**** Task input ****

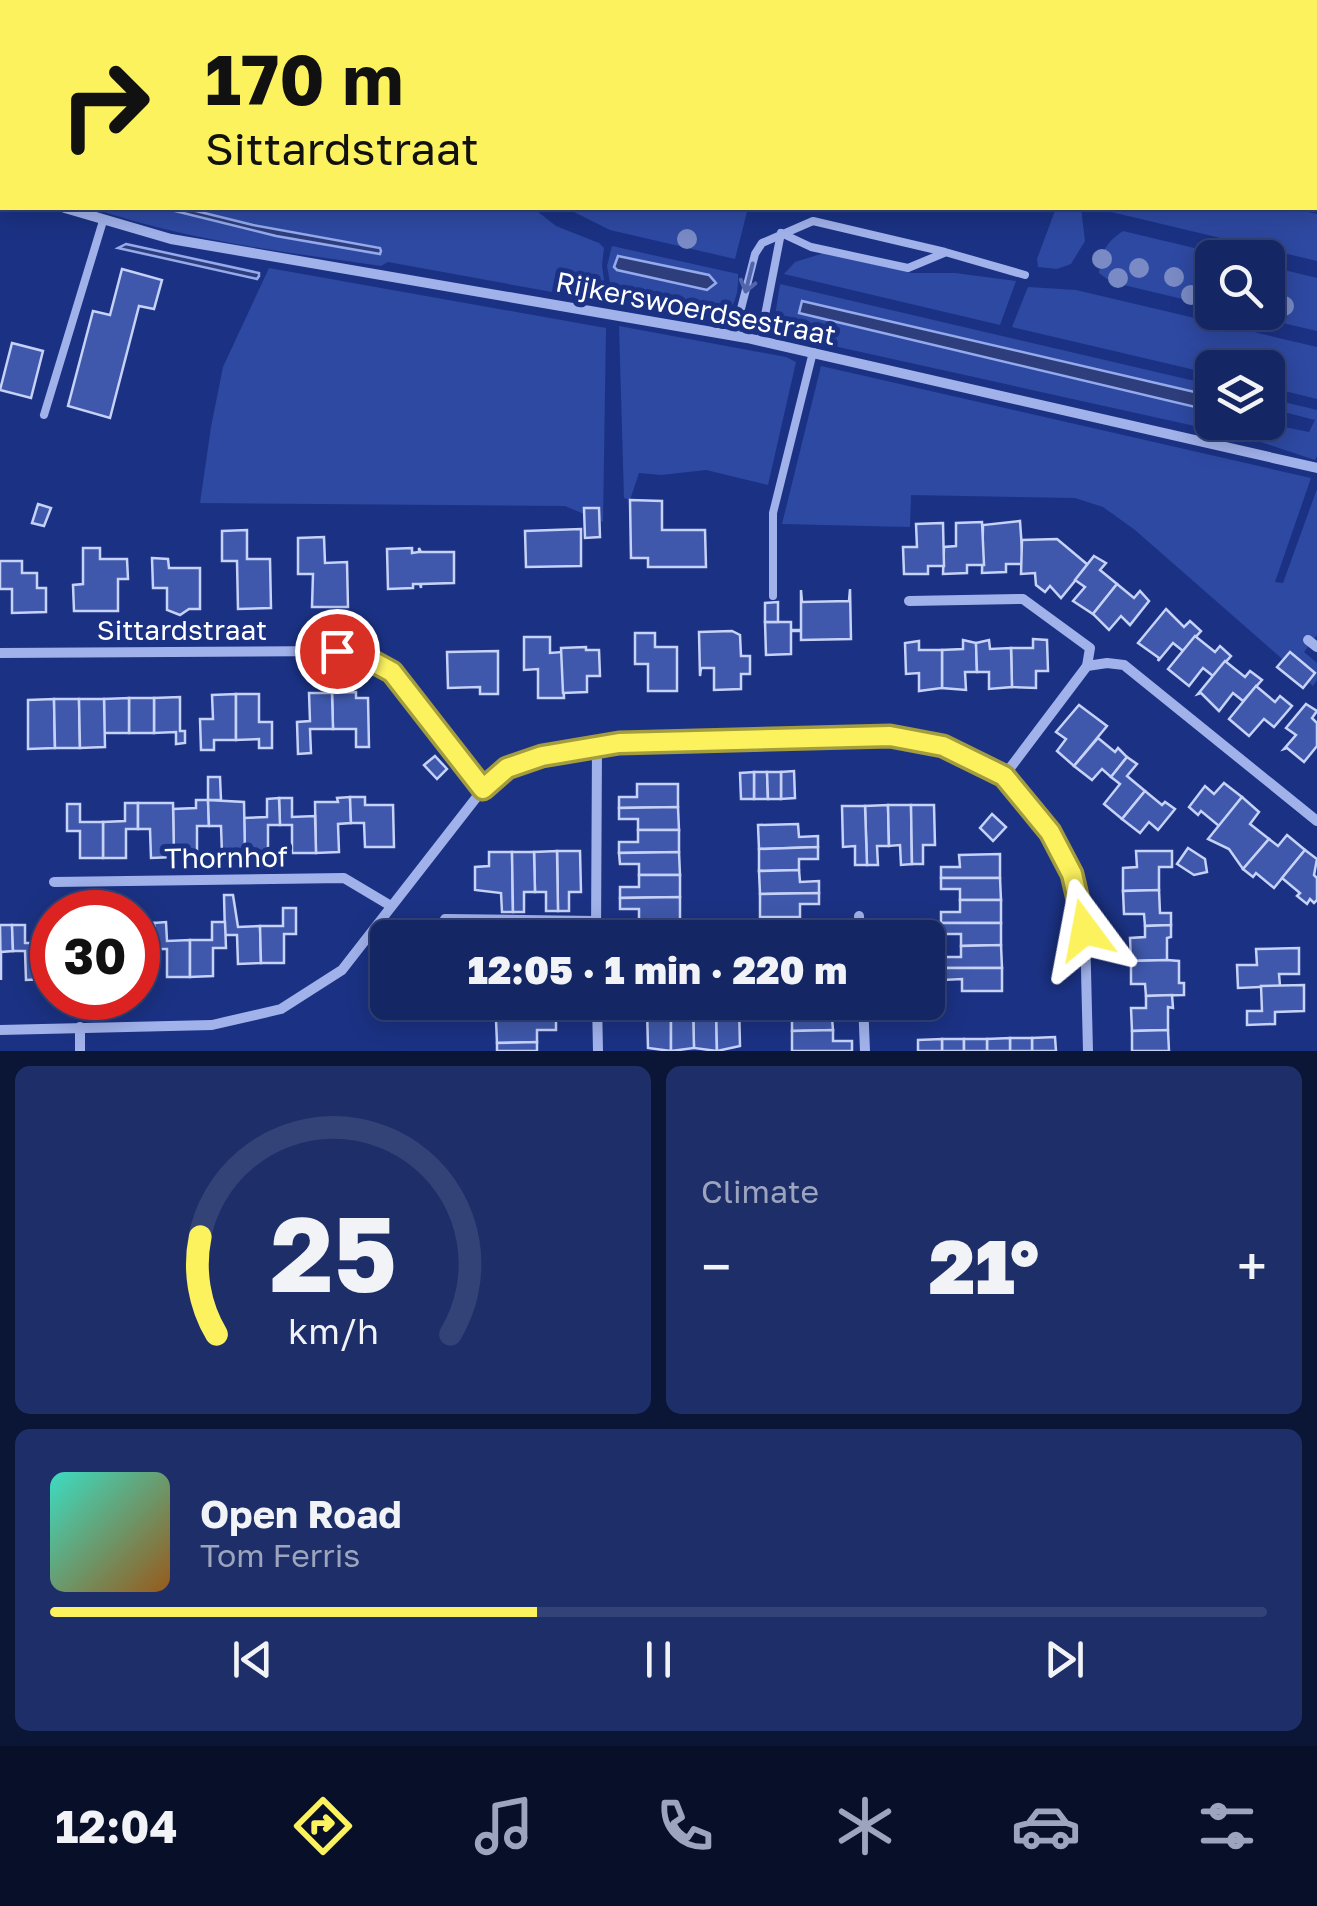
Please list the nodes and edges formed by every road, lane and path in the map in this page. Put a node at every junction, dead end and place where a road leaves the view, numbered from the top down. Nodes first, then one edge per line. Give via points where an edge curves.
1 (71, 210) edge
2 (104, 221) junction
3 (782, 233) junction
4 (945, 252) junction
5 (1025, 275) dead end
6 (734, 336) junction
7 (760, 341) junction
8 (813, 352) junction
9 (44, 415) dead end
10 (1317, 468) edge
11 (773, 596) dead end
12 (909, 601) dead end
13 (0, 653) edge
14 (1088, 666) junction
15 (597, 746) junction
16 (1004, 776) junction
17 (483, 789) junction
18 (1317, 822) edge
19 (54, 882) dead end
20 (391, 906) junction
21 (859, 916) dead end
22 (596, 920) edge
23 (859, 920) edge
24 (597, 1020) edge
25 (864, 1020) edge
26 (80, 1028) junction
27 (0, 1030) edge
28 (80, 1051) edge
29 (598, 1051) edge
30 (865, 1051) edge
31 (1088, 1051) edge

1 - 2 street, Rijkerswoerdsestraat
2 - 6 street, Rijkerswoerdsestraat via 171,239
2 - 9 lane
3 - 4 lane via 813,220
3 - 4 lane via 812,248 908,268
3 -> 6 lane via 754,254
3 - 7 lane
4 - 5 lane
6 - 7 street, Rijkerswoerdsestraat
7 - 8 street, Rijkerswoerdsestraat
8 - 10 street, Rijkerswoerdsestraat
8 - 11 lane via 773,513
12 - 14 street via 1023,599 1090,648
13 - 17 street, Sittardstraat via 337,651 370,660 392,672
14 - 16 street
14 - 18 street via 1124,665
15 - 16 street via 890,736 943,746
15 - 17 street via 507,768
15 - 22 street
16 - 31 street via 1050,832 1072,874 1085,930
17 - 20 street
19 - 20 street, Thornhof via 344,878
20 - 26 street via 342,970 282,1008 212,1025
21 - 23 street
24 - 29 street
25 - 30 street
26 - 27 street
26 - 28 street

****
**** Task input ****

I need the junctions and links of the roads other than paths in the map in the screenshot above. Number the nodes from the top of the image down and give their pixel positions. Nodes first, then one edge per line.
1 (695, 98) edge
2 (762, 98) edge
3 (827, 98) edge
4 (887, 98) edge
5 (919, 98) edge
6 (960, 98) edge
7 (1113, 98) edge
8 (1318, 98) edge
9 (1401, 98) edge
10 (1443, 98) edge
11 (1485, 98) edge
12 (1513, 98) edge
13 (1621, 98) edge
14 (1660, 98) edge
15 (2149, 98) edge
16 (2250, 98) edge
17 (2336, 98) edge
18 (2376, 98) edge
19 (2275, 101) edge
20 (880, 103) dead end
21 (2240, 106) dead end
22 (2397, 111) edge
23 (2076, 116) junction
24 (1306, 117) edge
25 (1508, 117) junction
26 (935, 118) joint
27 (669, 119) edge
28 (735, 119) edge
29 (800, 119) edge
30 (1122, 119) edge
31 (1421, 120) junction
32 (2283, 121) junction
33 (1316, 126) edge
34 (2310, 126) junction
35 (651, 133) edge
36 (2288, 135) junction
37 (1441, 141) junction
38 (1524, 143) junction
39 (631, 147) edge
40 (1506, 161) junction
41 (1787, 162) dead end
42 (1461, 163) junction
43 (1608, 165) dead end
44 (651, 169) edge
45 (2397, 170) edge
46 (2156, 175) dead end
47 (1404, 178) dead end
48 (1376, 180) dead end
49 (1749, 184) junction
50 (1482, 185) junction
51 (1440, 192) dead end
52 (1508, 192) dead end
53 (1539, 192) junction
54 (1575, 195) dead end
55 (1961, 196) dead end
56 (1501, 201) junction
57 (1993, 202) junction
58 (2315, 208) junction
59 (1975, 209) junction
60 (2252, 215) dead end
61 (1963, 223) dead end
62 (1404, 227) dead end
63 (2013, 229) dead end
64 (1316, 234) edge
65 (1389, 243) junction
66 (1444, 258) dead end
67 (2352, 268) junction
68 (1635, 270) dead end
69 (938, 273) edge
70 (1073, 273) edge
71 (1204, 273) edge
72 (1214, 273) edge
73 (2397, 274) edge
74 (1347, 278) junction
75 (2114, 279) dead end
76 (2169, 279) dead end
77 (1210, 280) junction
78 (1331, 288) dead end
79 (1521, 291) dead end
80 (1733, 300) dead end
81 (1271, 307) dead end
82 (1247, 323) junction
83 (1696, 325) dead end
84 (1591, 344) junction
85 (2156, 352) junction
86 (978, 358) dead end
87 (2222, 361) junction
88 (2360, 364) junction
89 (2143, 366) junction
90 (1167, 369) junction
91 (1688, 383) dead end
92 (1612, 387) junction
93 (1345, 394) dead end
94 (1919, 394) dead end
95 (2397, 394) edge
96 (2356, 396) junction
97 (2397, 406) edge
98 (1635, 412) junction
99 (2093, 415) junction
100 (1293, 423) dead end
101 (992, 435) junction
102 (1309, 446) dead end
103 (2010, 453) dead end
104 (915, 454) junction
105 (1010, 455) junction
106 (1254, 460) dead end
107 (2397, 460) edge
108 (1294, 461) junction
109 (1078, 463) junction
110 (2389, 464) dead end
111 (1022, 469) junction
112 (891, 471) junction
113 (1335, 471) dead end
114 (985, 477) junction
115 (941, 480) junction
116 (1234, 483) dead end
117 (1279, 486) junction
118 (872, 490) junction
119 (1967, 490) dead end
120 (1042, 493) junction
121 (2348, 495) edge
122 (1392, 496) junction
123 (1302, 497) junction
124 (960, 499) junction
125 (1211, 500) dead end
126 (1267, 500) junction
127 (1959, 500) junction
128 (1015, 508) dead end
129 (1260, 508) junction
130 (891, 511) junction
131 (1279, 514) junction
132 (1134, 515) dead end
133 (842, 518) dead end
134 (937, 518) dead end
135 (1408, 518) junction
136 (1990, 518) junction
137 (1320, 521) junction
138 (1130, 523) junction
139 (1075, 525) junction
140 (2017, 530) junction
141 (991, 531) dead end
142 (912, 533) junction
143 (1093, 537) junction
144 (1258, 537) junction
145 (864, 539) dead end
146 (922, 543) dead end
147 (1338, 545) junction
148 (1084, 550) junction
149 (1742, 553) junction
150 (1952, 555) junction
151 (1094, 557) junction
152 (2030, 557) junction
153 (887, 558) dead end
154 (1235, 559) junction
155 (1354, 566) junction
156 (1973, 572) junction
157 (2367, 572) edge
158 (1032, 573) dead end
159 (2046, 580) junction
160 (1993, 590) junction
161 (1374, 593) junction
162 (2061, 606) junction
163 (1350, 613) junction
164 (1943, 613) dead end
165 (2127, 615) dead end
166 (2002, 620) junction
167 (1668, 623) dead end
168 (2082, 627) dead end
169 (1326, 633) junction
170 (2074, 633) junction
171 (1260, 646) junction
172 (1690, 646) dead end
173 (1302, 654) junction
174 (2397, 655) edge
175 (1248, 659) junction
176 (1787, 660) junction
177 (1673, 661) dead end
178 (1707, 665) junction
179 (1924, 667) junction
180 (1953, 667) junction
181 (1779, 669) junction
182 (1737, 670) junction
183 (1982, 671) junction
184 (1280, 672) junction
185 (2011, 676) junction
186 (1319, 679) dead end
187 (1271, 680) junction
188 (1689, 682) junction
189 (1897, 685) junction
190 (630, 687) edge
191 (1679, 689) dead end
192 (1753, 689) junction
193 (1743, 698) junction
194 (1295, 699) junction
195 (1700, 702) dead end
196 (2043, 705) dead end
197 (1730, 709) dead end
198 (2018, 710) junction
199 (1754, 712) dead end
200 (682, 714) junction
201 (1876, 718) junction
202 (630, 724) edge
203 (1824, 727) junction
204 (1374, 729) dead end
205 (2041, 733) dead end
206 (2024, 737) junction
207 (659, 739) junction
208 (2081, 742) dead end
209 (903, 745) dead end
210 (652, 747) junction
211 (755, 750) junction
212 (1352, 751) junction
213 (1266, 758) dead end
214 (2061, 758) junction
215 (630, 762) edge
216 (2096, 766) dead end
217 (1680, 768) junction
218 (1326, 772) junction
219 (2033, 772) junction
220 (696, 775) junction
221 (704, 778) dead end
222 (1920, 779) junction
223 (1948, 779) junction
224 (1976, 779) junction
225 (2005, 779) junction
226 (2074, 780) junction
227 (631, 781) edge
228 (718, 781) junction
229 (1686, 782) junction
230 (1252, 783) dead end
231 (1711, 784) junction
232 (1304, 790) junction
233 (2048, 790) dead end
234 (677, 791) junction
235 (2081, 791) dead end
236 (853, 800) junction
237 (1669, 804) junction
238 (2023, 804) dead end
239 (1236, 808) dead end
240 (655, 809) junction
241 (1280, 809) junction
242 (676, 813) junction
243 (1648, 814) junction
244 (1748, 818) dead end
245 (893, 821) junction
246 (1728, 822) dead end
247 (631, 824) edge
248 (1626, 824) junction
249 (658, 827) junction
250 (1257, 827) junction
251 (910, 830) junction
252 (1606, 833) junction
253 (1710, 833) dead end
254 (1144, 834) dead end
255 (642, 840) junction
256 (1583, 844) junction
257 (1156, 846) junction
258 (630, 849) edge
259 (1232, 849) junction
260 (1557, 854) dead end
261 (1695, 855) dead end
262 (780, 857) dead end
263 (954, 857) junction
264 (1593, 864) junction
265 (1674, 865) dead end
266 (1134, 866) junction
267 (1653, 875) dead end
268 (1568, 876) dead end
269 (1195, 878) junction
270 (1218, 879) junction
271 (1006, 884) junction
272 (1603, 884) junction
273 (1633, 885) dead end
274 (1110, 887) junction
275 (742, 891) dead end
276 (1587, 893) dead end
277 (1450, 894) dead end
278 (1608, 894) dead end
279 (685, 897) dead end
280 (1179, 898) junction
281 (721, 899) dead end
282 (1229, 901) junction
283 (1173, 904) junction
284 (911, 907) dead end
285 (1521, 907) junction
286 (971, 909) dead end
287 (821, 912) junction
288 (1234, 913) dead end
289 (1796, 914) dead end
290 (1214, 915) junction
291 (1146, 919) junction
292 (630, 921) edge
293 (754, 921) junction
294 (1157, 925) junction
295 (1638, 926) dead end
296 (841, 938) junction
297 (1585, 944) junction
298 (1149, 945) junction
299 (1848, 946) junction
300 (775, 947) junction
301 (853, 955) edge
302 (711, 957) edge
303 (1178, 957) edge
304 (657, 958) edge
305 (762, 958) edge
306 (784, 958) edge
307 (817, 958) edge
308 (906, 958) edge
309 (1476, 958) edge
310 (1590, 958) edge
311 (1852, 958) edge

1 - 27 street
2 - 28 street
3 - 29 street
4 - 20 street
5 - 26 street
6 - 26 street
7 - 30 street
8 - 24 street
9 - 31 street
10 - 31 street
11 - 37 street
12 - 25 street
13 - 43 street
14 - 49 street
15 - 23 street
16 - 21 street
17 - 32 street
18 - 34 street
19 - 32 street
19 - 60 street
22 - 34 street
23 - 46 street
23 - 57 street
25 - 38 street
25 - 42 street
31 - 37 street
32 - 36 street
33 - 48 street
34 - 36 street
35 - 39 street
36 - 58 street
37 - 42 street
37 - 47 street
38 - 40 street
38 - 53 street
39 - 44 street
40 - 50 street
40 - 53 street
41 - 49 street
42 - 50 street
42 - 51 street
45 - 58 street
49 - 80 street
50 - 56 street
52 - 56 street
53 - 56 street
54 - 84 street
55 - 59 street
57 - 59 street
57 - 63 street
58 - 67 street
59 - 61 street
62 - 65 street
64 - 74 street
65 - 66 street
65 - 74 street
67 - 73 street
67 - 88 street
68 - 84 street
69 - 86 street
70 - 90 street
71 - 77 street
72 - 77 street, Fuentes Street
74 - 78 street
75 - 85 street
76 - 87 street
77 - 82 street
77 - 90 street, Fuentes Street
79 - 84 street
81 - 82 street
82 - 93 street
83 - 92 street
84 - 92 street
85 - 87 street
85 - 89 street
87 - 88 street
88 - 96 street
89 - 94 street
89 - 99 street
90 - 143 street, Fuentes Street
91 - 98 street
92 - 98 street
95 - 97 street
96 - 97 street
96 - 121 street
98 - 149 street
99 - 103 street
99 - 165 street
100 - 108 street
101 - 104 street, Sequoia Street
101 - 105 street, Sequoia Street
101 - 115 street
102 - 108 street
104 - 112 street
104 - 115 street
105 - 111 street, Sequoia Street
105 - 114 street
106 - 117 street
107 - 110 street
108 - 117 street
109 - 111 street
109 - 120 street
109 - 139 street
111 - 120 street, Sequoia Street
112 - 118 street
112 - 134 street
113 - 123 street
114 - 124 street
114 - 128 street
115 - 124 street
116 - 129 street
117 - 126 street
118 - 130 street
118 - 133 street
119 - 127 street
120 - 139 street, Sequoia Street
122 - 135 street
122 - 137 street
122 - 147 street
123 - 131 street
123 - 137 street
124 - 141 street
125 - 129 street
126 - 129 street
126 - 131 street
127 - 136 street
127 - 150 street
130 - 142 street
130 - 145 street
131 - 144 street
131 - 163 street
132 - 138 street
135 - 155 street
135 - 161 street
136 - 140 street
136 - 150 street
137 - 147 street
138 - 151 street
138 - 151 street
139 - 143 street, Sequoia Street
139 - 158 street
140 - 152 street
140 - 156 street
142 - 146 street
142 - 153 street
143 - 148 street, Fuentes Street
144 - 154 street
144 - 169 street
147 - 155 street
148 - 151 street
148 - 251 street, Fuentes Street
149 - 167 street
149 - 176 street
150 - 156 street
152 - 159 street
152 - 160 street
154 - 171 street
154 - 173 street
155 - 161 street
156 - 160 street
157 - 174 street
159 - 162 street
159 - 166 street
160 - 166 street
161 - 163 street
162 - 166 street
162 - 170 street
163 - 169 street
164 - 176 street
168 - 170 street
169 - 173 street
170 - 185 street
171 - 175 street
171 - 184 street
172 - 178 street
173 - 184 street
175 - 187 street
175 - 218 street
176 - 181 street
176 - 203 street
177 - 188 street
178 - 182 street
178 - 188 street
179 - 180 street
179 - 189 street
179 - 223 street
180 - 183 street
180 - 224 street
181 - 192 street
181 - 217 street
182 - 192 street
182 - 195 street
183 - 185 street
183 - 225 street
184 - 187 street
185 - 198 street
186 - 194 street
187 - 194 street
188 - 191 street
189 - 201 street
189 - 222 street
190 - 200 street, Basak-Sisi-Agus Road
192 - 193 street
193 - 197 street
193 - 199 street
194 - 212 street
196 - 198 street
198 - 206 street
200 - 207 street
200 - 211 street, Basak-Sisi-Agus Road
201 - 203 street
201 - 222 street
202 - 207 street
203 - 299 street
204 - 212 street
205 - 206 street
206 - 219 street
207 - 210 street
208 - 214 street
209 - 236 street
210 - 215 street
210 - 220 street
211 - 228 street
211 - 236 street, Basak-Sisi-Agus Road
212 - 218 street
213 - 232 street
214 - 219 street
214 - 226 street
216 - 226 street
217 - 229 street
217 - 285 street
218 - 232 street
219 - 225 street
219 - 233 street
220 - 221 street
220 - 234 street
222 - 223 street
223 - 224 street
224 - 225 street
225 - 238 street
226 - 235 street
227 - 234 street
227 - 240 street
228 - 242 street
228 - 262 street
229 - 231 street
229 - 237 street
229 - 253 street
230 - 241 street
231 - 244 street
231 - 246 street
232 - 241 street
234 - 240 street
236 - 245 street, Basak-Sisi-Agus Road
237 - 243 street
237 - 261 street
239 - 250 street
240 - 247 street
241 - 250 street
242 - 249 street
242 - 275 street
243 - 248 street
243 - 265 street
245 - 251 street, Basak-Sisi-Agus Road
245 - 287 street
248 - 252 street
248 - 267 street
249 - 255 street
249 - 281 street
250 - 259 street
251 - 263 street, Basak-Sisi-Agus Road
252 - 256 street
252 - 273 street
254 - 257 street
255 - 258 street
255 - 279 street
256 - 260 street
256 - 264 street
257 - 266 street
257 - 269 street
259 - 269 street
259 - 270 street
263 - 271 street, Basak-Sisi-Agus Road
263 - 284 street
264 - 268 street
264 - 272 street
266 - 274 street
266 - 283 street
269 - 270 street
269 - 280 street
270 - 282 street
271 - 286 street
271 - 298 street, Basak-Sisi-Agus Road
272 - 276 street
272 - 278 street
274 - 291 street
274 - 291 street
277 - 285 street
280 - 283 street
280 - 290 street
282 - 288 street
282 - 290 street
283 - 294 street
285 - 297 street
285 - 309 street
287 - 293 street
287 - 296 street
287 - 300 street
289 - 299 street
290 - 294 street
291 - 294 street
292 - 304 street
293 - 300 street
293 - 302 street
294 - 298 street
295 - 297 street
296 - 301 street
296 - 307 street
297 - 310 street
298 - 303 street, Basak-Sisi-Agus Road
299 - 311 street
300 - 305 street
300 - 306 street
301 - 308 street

****

### Work order
What lines of the data include the word "Rijkerswoerdsestraat"? Copy each of them.

### Exercise result
1 - 2 street, Rijkerswoerdsestraat
2 - 6 street, Rijkerswoerdsestraat via 171,239
6 - 7 street, Rijkerswoerdsestraat
7 - 8 street, Rijkerswoerdsestraat
8 - 10 street, Rijkerswoerdsestraat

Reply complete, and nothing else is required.